Il s’agit bien de changer de logiciel pour une vraie transition écologique, technologique et sociale. Le modèle économique actuel menaçait déjà d’imploser devant les conséquences qu’il engendrait et par son incapacité à agir vite et fort sur la réduction des inégalités sociales et le changement climatique.
La, sans doute, très lente sortie de cette crise doit être l’occasion d’une réorientation des activités et de penser à des modèles alternatifs orientés vers la transition écologique et sociale. Chacun a sa part à prendre dans ce travail, même les plus cyniques du néolibéralisme qui peuvent découvrir, à leurs dépens mais aussi du monde entier, l’obsolescence de leur modèle.
De nouveaux rapports au travail, à la santé, à la qualité de vie au travail apparaissent dans l’urgence. Le télétravail ouvre de nouvelles pistes et peut aider à réduire les déplacements, sources de stress, de perte de temps et de pollution, même si la vigilance s’impose et un encadrement strict protégeant les salariés doit être adopté. La conscience qu’une chaîne de production repose sur tous les maillons est à nouveau mise en valeur. Cette évidence ne doit pas être réenfouie demain, mais être revisitée et repensée.
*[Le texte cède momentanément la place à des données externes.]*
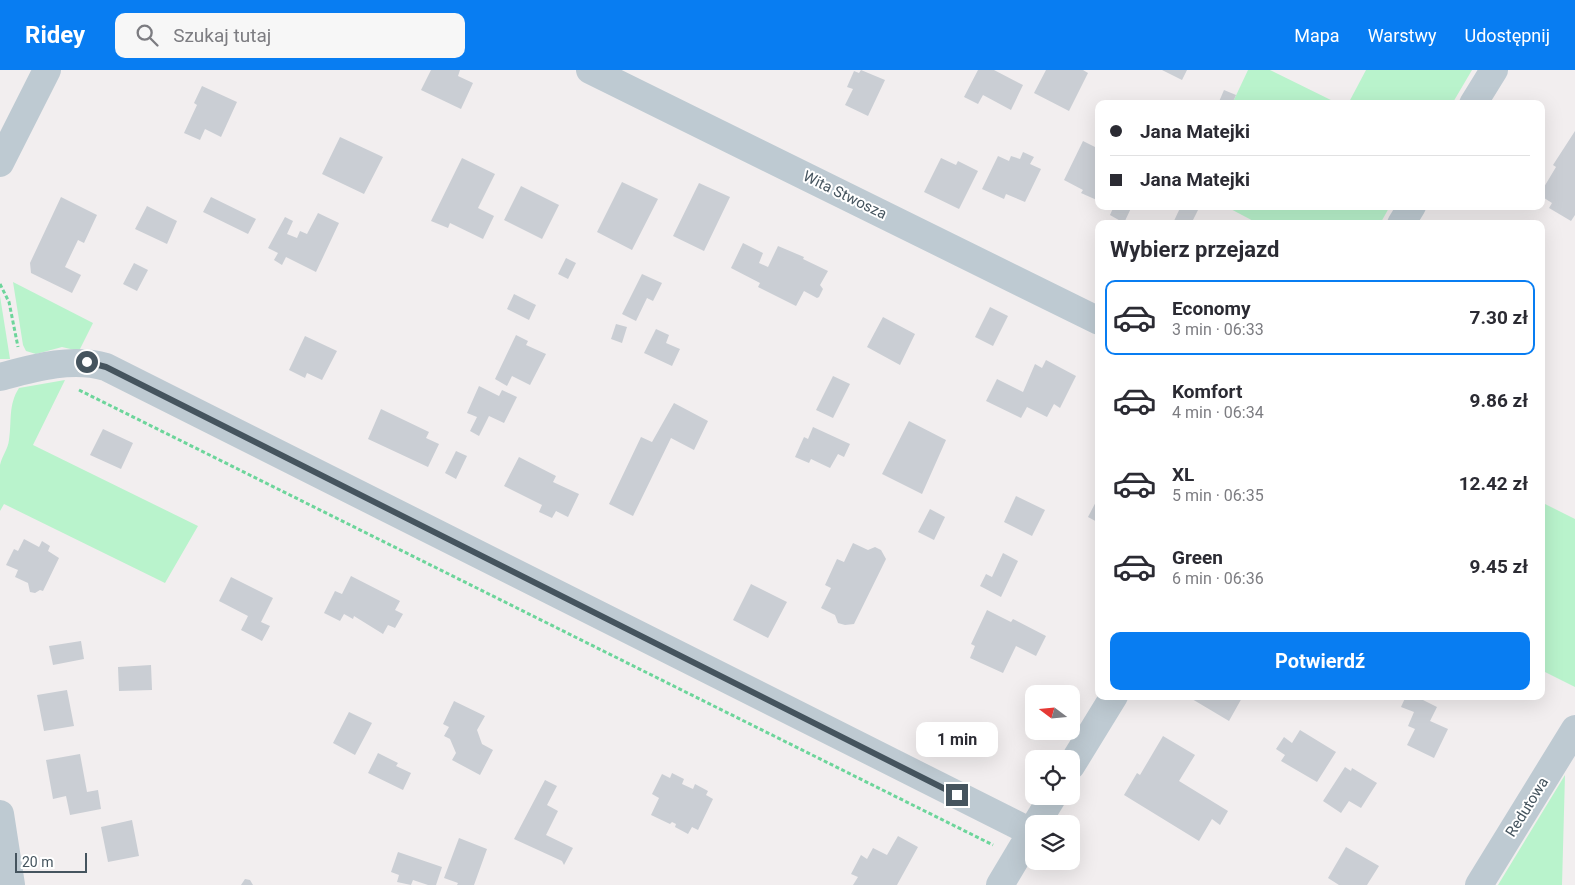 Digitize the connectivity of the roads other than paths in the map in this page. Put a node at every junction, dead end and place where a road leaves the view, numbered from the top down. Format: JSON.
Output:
{"nodes":[{"id":1,"x":46,"y":70,"type":"edge"},
{"id":2,"x":590,"y":70,"type":"edge"},
{"id":3,"x":1494,"y":70,"type":"edge"},
{"id":4,"x":1476,"y":100,"type":"edge"},
{"id":5,"x":0,"y":163,"type":"edge"},
{"id":6,"x":1095,"y":319,"type":"edge"},
{"id":7,"x":0,"y":377,"type":"edge"},
{"id":8,"x":1112,"y":700,"type":"edge"},
{"id":9,"x":1575,"y":729,"type":"edge"},
{"id":10,"x":1080,"y":751,"type":"edge"},
{"id":11,"x":0,"y":814,"type":"edge"},
{"id":12,"x":1025,"y":824,"type":"edge"},
{"id":13,"x":1025,"y":843,"type":"edge"},
{"id":14,"x":1004,"y":878,"type":"edge"},
{"id":15,"x":11,"y":885,"type":"edge"},
{"id":16,"x":1479,"y":885,"type":"edge"}],
"edges":[{"from":1,"to":5,"type":"street"},
{"from":2,"to":6,"type":"street","name":"Wita Stwosza"},
{"from":3,"to":4,"type":"street"},
{"from":7,"to":12,"type":"street"},
{"from":8,"to":10,"type":"street"},
{"from":9,"to":16,"type":"street","name":"Redutowa"},
{"from":11,"to":15,"type":"street"},
{"from":13,"to":14,"type":"street"}]} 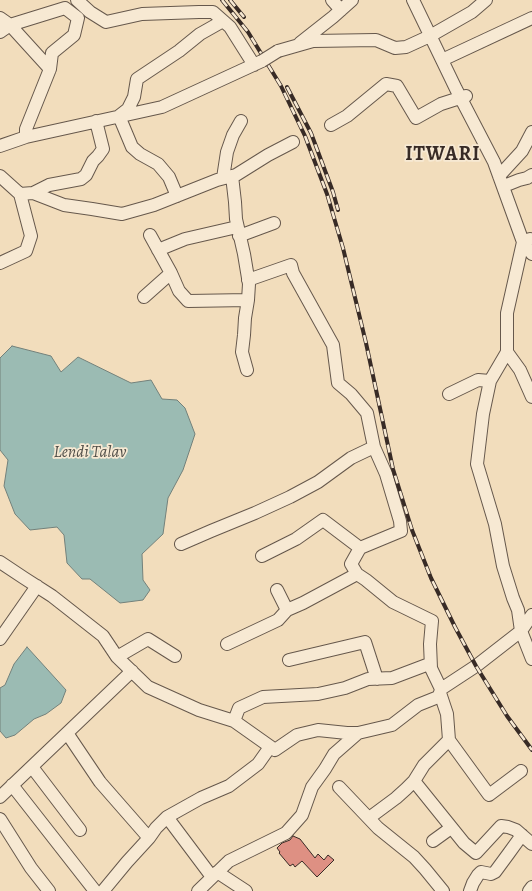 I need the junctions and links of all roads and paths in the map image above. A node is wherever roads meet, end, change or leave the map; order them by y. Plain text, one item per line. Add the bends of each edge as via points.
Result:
1 (77, 0) edge
2 (332, 0) edge
3 (352, 0) edge
4 (486, 0) edge
5 (416, 1) edge
6 (341, 10) junction
7 (532, 18) edge
8 (223, 21) junction
9 (3, 25) edge
10 (432, 34) junction
11 (296, 46) junction
12 (444, 58) junction
13 (258, 63) junction
14 (50, 70) junction
15 (463, 97) junction
16 (119, 116) junction
17 (96, 121) junction
18 (241, 121) dead end
19 (331, 125) dead end
20 (532, 132) edge
21 (26, 137) junction
22 (2, 142) edge
23 (293, 142) dead end
24 (501, 173) junction
25 (532, 175) edge
26 (0, 176) edge
27 (227, 177) junction
28 (509, 184) junction
29 (33, 193) junction
30 (20, 194) junction
31 (177, 196) junction
32 (274, 223) dead end
33 (238, 232) junction
34 (150, 234) dead end
35 (528, 241) edge
36 (158, 250) junction
37 (532, 254) edge
38 (0, 263) edge
39 (171, 273) junction
40 (248, 280) junction
41 (144, 297) dead end
42 (248, 300) junction
43 (507, 352) junction
44 (247, 370) dead end
45 (490, 381) junction
46 (449, 394) dead end
47 (532, 397) edge
48 (374, 447) junction
49 (181, 544) dead end
50 (360, 548) junction
51 (262, 556) dead end
52 (0, 562) edge
53 (357, 574) junction
54 (37, 586) junction
55 (277, 590) dead end
56 (287, 610) junction
57 (532, 615) edge
58 (521, 631) junction
59 (0, 639) edge
60 (227, 644) dead end
61 (175, 656) dead end
62 (117, 657) junction
63 (532, 659) edge
64 (289, 660) dead end
65 (431, 668) junction
66 (132, 671) junction
67 (377, 678) junction
68 (441, 691) junction
69 (234, 720) junction
70 (67, 733) junction
71 (358, 733) junction
72 (449, 740) junction
73 (270, 747) junction
74 (32, 767) junction
75 (521, 772) dead end
76 (414, 781) junction
77 (12, 785) junction
78 (339, 787) dead end
79 (0, 797) edge
80 (167, 817) junction
81 (369, 818) junction
82 (0, 819) edge
83 (451, 828) junction
84 (80, 830) dead end
85 (522, 834) junction
86 (149, 838) junction
87 (433, 841) dead end
88 (532, 844) edge
89 (215, 874) junction
90 (532, 887) edge
91 (49, 891) edge
92 (95, 891) edge
93 (103, 891) edge
94 (198, 891) edge
95 (246, 891) edge
96 (443, 891) edge
97 (470, 891) edge
98 (529, 891) edge

1 - 8 street via 106,22 142,14 199,12 213,12
2 - 6 street
3 - 6 street
4 - 10 street via 472,12
5 - 10 street
6 - 11 street
7 - 12 street
8 - 13 street
8 - 16 street via 200,34 180,51 137,79 134,97 128,109
9 - 14 street
9 - 14 street via 65,8 78,18 74,35 52,53
10 - 11 street via 406,47 395,48 376,40 313,41
10 - 12 street
11 - 13 street, bridge via 278,51
12 - 15 street
13 - 16 street via 162,107
14 - 21 street via 26,129
15 - 19 street via 441,104 416,118 396,86 386,84 347,116
15 - 24 street via 498,157
16 - 17 street
16 - 31 street via 132,147 162,168
17 - 21 street
17 - 29 street via 103,149 86,175 49,185
18 - 27 street via 227,152
20 - 24 street via 522,151
21 - 22 street
23 - 27 street via 236,175
24 - 28 street
24 - 35 street
25 - 28 street
26 - 30 street
27 - 31 street
27 - 33 street
28 - 35 street
29 - 30 street
29 - 31 street via 64,205 122,214
30 - 38 street via 31,236 26,251
32 - 33 street
33 - 36 street via 186,239
33 - 40 street
34 - 36 street
35 - 37 street
35 - 43 street via 507,313
36 - 39 street
39 - 41 street
39 - 42 street via 179,291 188,301
40 - 42 street
40 - 48 street via 291,265 333,345 338,383 367,413
42 - 44 street via 242,352
43 - 45 street
43 - 47 street via 520,370
45 - 46 street via 478,380
45 - 58 street via 477,464 495,524 503,566 518,610
48 - 49 street via 351,458 318,482 290,497
48 - 50 street via 386,474 401,531
50 - 51 street via 323,520 296,539
50 - 53 street via 351,564
52 - 54 street
53 - 56 street
53 - 65 street via 393,602 432,621
54 - 59 street
54 - 62 street via 103,636
55 - 56 street
56 - 60 street via 278,620
57 - 58 street
58 - 63 street
58 - 68 street
61 - 62 street via 148,639
62 - 66 street
64 - 67 street via 365,642
65 - 67 street via 429,664 392,678
65 - 68 street
66 - 69 street via 148,687 199,710
66 - 70 street
67 - 69 street via 318,694 263,697 239,708
68 - 71 street via 438,697 418,705 392,725
68 - 72 street via 447,714
69 - 73 street
70 - 74 street
70 - 86 street via 100,782
71 - 73 street via 318,730 297,735 275,750
71 - 89 street via 334,754 312,787 302,815 286,833 229,861
72 - 75 street via 489,795
72 - 76 street via 424,765
73 - 80 street via 258,764 229,786
74 - 77 street
74 - 84 street
76 - 81 street
76 - 83 street
77 - 79 street
77 - 92 street
78 - 81 street
80 - 86 street
80 - 89 street
81 - 96 street via 414,857
82 - 91 street
83 - 85 street via 476,853 501,826 508,826
83 - 87 street
85 - 88 street
85 - 97 street via 495,872 481,872
86 - 93 street
89 - 94 street
89 - 95 street
90 - 98 street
Cette crise met au défi les démocraties dans leur capacité à concilier sécurité et libertés. Il convient de veiller à ce que les institutions, les contre-pouvoirs, les garde-fous, les autorités indépendantes soient renforcées si des restrictions provisoires de libertés sont mises durablement en place.
Le dialogue social doit être au cœur du retour à l’emploi, des relances, des restructurations, des reconversions inévitables si la société ne veut plus poursuivre sa folle route d’hier. Les partenaires sociaux ont fait preuve de leur esprit de responsabilité depuis le début de la crise. Souvent associés, parfois entendus, ils seront les maillons indispensables pour la phase de reprise et la construction du demain : ils ont su faire preuve en ces temps de leur fiabilité et de leur responsabilité.
La pandémie, malgré les difficultés qu’elle induit, a réveillé les moments citoyens et les gestes de solidarité au quotidien. Une prise de conscience peut se faire jour. C’est forte de ces convictions que l’UNSA prendra part à la réflexion collective et à l’action, au Ceser comme ailleurs pour construire une société plus juste et plus respectueuse du vivant.